You can stay in everything from grand hotels and residences to coastal hotels and unfussy B&Bs so that everyone can enjoy this spot. Roman history, infamous visitors like Napoleon, and residents such as the Italian revolutionary Giuseppe Garibaldi make it an interesting place. But La Maddalena is all about the coastline; a national park of the same name protects around 180 kilometers of the shore.
If you are looking to relax, then Oristano on the central west coast is a good town to stay in. With a few fascinating museums in town, as well as charming streets boasting sights like the Oristano Cathedral and the Tower of Mariano II, you can spend days here enjoying the history as well as the lively local life. However, Oristano also makes for a great base to explore the glorious wild interiors of Sardinia, dotted with those mysterious Neolithic nuraghi.
This coast tends to be less touristy than other parts of the island, but there’s no real reason for that; it’s still very much a beautiful, fascinating place. There are fewer lodgings on offer in Oristano, but you can find yourself authentic stays in historic buildings for a breath of fresh air away from busier hubs. Rent a car, and the island will be yours.
Set on the northernmost tip of Sardinia, the town of Santa Teresa Gallura is a busy resort destination that buzzes with visitors in the summer months. But don’t let that put you off; there is still a whole lot of charm, local life, and soul to enjoy here. The modern town, interestingly, was founded in 1808 in an effort to stop smugglers, though it is thought that Santa Teresa Gallura was the site of the ancient town, Tibula.
Today, there are bustling shops and cafes to enjoy, but sadly, many of these close during the winter. To the north, however, is the Rena Bianca – a sandy beach edged with scrubby hills – as well as the secluded Capo Testa – a rocky area with some fun hiking trails. Thanks to this town’s popularity, there are tons of places to stay, ranging from large tourist hotels, resorts, and apartments to more quaint B&Bs.
The small town of Stintino sits on the northwestern headland of Sardinia. It boasts gorgeous white sand beaches such as La Pelosa and Pelosetta, both of which have shallow waters – perfect for lazing around in and ideal for families with small children. Thanks to its celebrated beaches and proximity to the stunning island of Del’Asinara, Stintino has become a popular resort town, boasting everything from hotels with outdoor swimming pools and sea views to more affordable self-catering holiday apartments.

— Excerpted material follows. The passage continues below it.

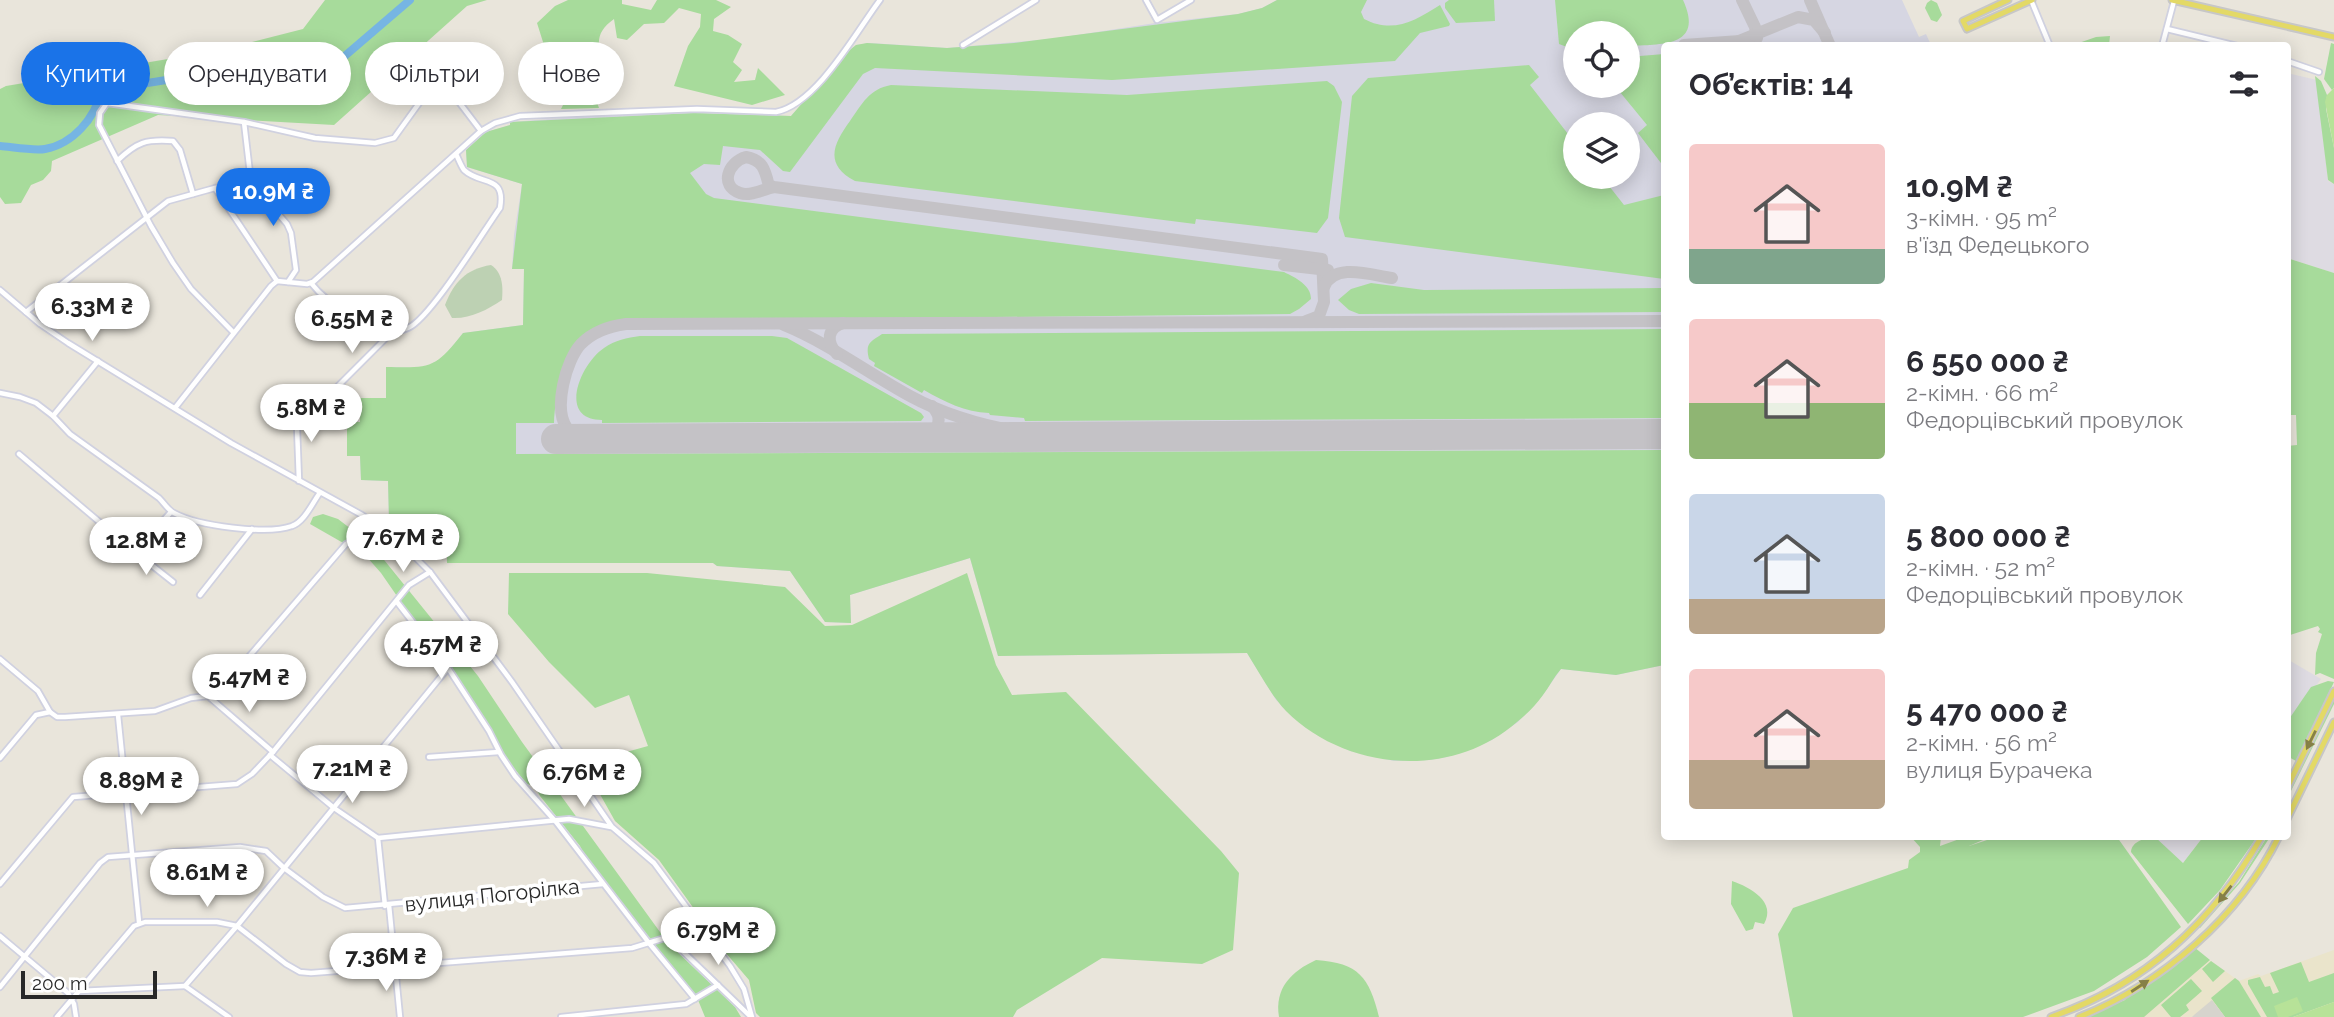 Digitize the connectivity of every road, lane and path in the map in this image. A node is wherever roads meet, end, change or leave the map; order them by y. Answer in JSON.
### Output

For a little postcard-friendly history, the Torre della Pelosa – dating back to 1578 – is a picturesque tower that sits on an islet out to sea. To properly appreciate the serene and scenic coastal nature, head out on a boat trip or kayak across.
Originally a fort dating back to the 12th century, Castelsardo has a long history of ownership and battles – from the Genoese to the Aragonese, and now – Italy. The fort itself is an eye-catching sight. It’s perched high on a headland looking out over the sea, as the buildings of town literally spill down the hills below it to the coast. There is a wonderful historical center to wander about here, a medieval jewel with narrow alleyways and cathedrals, but Castelsardo also has its own beach. Named the Marina del Castelsardo, this beach is small but beautiful, with sparkling waters and – most importantly – views of the dramatically placed fort.
Staying in Castelsardo on the northwest coast means a choice of accommodation – small hotels, rustic lodgings with views of the fort, and outdoor terraces. Many visitors flock to Castelsardo on day trips, so staying in the town itself often provides a more budget-friendly option.